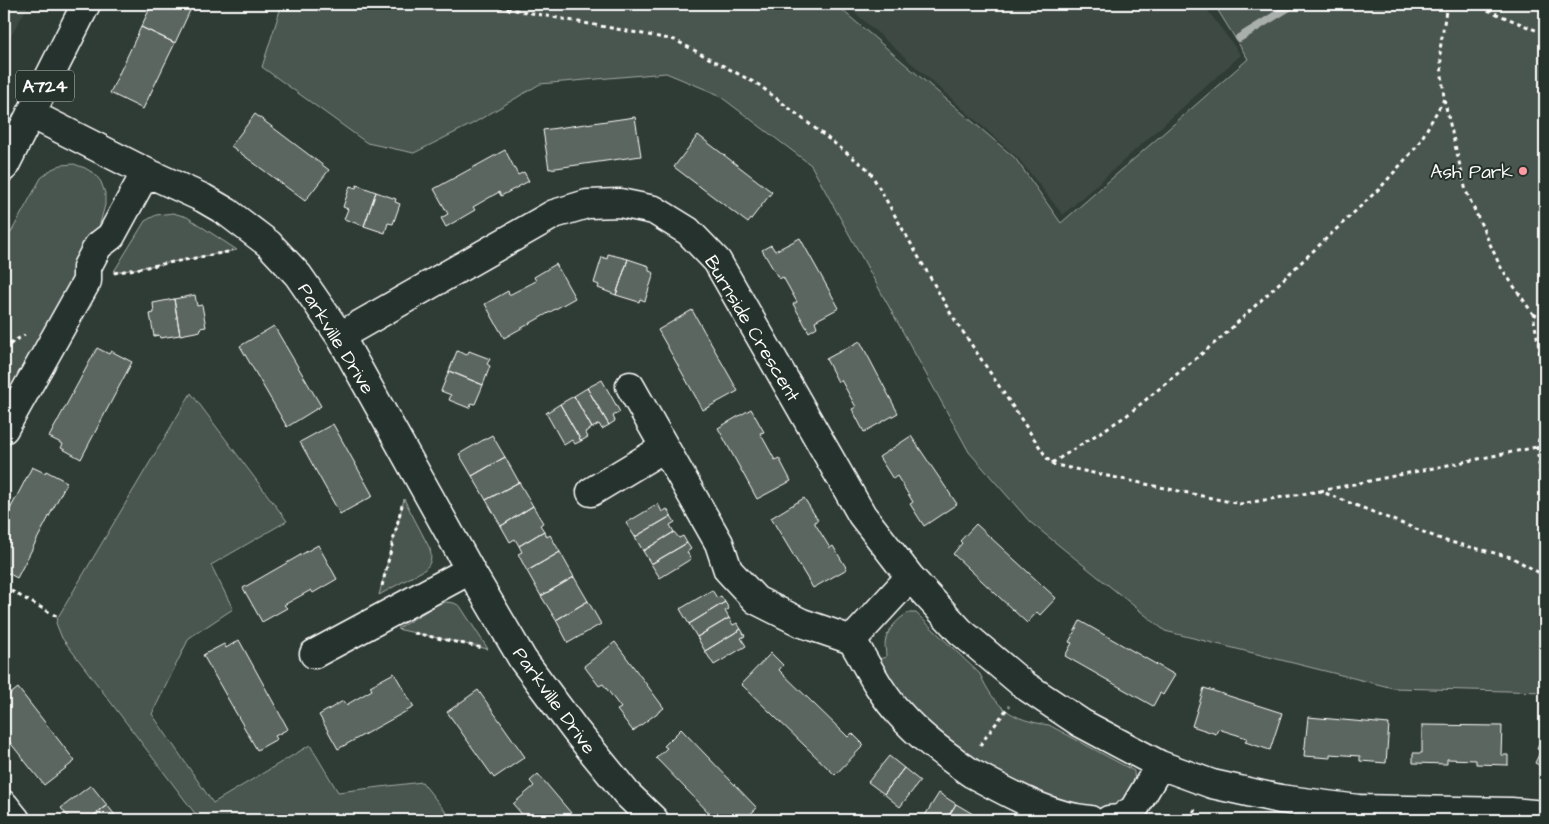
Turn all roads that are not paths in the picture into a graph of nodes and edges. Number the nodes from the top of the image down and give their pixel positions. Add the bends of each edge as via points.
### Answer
1 (86, 4) edge
2 (31, 114) junction
3 (4, 167) edge
4 (146, 172) junction
5 (340, 336) junction
6 (630, 386) dead end
7 (4, 429) edge
8 (664, 448) junction
9 (591, 492) dead end
10 (470, 570) junction
11 (910, 577) junction
12 (852, 640) junction
13 (314, 654) dead end
14 (1160, 765) junction
15 (4, 804) edge
16 (1545, 815) edge
17 (16, 820) edge
18 (654, 820) edge
19 (1090, 820) edge
20 (1109, 820) edge

1 - 2 street, A724
2 - 3 street, A724
2 - 4 street, Parkville Drive
4 - 5 street, Parkville Drive via 227,212 269,244 298,275
4 - 7 street via 111,236 98,246 87,267 87,281
5 - 10 street, Parkville Drive
5 - 11 street, Burnside Crescent via 554,214 587,204 620,203 654,210 688,232 717,262 862,515
6 - 8 street
8 - 9 street
8 - 12 street via 719,543 728,570 756,600 802,623
10 - 13 street
10 - 18 street, Parkville Drive via 521,657 574,730 627,794
11 - 12 street
11 - 14 street, Burnside Crescent via 960,631 1024,685 1081,723
12 - 19 street via 899,714 963,768 1045,811
14 - 16 street, Burnside Crescent via 1212,784 1280,799 1358,809
14 - 20 street via 1134,808 1120,819
15 - 17 street

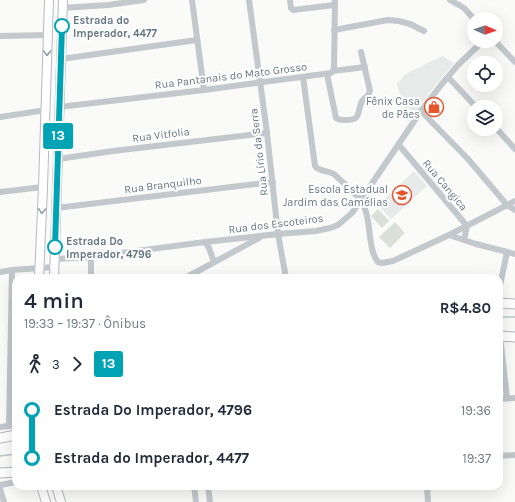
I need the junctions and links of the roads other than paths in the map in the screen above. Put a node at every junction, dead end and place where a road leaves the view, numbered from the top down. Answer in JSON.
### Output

→ **WHAT YOU ARE ASKED TO DO**:
One number and nothing else is the answer: how many lines of the material include "roads".

→ **COMPLETED TASK**:
2